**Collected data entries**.

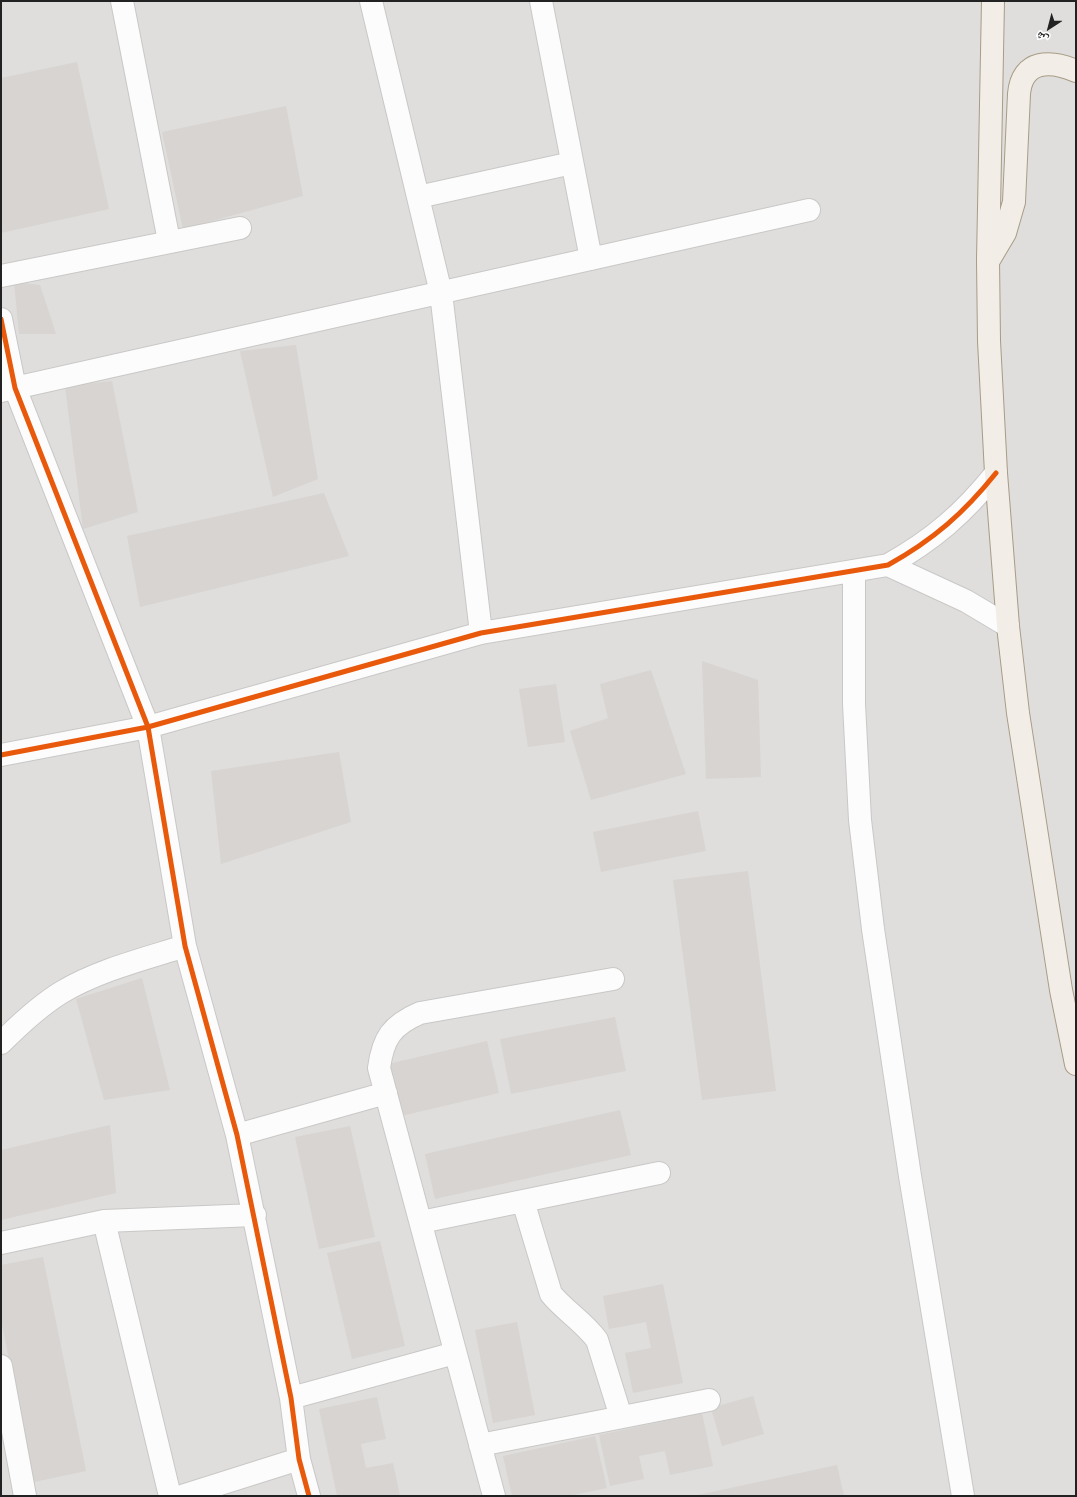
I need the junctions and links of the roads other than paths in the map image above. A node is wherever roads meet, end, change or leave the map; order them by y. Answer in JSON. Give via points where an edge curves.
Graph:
{"nodes":[{"id":1,"x":122,"y":1,"type":"edge"},
{"id":2,"x":371,"y":1,"type":"edge"},
{"id":3,"x":540,"y":1,"type":"edge"},
{"id":4,"x":993,"y":1,"type":"edge"},
{"id":5,"x":1076,"y":71,"type":"edge"},
{"id":6,"x":572,"y":162,"type":"junction"},
{"id":7,"x":418,"y":197,"type":"junction"},
{"id":8,"x":809,"y":210,"type":"dead end"},
{"id":9,"x":240,"y":228,"type":"dead end"},
{"id":10,"x":169,"y":241,"type":"junction"},
{"id":11,"x":591,"y":259,"type":"junction"},
{"id":12,"x":988,"y":260,"type":"junction"},
{"id":13,"x":1,"y":276,"type":"edge"},
{"id":14,"x":441,"y":293,"type":"junction"},
{"id":15,"x":1,"y":319,"type":"edge"},
{"id":16,"x":8,"y":390,"type":"edge"},
{"id":17,"x":996,"y":473,"type":"junction"},
{"id":18,"x":888,"y":565,"type":"junction"},
{"id":19,"x":854,"y":572,"type":"junction"},
{"id":20,"x":1008,"y":626,"type":"junction"},
{"id":21,"x":481,"y":633,"type":"junction"},
{"id":22,"x":148,"y":727,"type":"junction"},
{"id":23,"x":1,"y":755,"type":"edge"},
{"id":24,"x":185,"y":946,"type":"junction"},
{"id":25,"x":613,"y":979,"type":"dead end"},
{"id":26,"x":1,"y":1043,"type":"edge"},
{"id":27,"x":1076,"y":1064,"type":"edge"},
{"id":28,"x":386,"y":1093,"type":"junction"},
{"id":29,"x":237,"y":1135,"type":"junction"},
{"id":30,"x":659,"y":1173,"type":"dead end"},
{"id":31,"x":524,"y":1200,"type":"junction"},
{"id":32,"x":255,"y":1215,"type":"junction"},
{"id":33,"x":104,"y":1220,"type":"junction"},
{"id":34,"x":420,"y":1222,"type":"junction"},
{"id":35,"x":1,"y":1243,"type":"edge"},
{"id":36,"x":455,"y":1354,"type":"junction"},
{"id":37,"x":1,"y":1366,"type":"edge"},
{"id":38,"x":291,"y":1398,"type":"junction"},
{"id":39,"x":709,"y":1400,"type":"dead end"},
{"id":40,"x":622,"y":1417,"type":"junction"},
{"id":41,"x":480,"y":1445,"type":"junction"},
{"id":42,"x":299,"y":1459,"type":"junction"},
{"id":43,"x":25,"y":1496,"type":"edge"},
{"id":44,"x":170,"y":1496,"type":"edge"},
{"id":45,"x":182,"y":1496,"type":"edge"},
{"id":46,"x":309,"y":1496,"type":"edge"},
{"id":47,"x":494,"y":1496,"type":"edge"},
{"id":48,"x":963,"y":1496,"type":"edge"}],
"edges":[{"from":1,"to":10,"type":"street"},
{"from":2,"to":7,"type":"street"},
{"from":3,"to":6,"type":"street"},
{"from":4,"to":12,"type":"main road"},
{"from":5,"to":12,"type":"main road","via":[[1063,66],[1040,64],[1026,72],[1022,79],[1019,94],[1014,202],[1005,233]]},
{"from":6,"to":7,"type":"street"},
{"from":6,"to":11,"type":"street"},
{"from":7,"to":14,"type":"street"},
{"from":8,"to":11,"type":"street"},
{"from":9,"to":10,"type":"street"},
{"from":10,"to":13,"type":"street"},
{"from":11,"to":14,"type":"street"},
{"from":12,"to":17,"type":"main road","via":[[989,341]]},
{"from":14,"to":16,"type":"street"},
{"from":14,"to":21,"type":"street"},
{"from":15,"to":16,"type":"street"},
{"from":16,"to":22,"type":"street"},
{"from":17,"to":18,"type":"street","via":[[958,516],[937,534]]},
{"from":17,"to":20,"type":"main road"},
{"from":18,"to":19,"type":"street"},
{"from":18,"to":20,"type":"street","via":[[966,601]]},
{"from":19,"to":21,"type":"street"},
{"from":19,"to":48,"type":"street","via":[[854,704],[861,827],[873,929],[910,1176]]},
{"from":20,"to":27,"type":"main road","via":[[1018,713],[1059,983]]},
{"from":21,"to":22,"type":"street"},
{"from":22,"to":23,"type":"street"},
{"from":22,"to":24,"type":"street"},
{"from":24,"to":26,"type":"street","via":[[89,978],[62,992],[37,1010]]},
{"from":24,"to":29,"type":"street"},
{"from":25,"to":28,"type":"street","via":[[420,1013],[403,1020],[390,1033],[381,1050],[379,1068]]},
{"from":28,"to":29,"type":"street"},
{"from":28,"to":34,"type":"street"},
{"from":29,"to":32,"type":"street"},
{"from":30,"to":31,"type":"street"},
{"from":31,"to":34,"type":"street"},
{"from":31,"to":40,"type":"street","via":[[551,1294],[597,1340]]},
{"from":32,"to":33,"type":"street"},
{"from":32,"to":38,"type":"street"},
{"from":33,"to":35,"type":"street"},
{"from":33,"to":44,"type":"street"},
{"from":34,"to":36,"type":"street"},
{"from":36,"to":38,"type":"street"},
{"from":36,"to":41,"type":"street"},
{"from":37,"to":43,"type":"street"},
{"from":38,"to":42,"type":"street"},
{"from":39,"to":40,"type":"street"},
{"from":40,"to":41,"type":"street"},
{"from":41,"to":47,"type":"street"},
{"from":42,"to":45,"type":"street"},
{"from":42,"to":46,"type":"street"}]}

**TASK INSTRUCTIONS**.
Please count the lines of the entries above that include "dead" and give only the total.

**ANSWER BELOW**.
5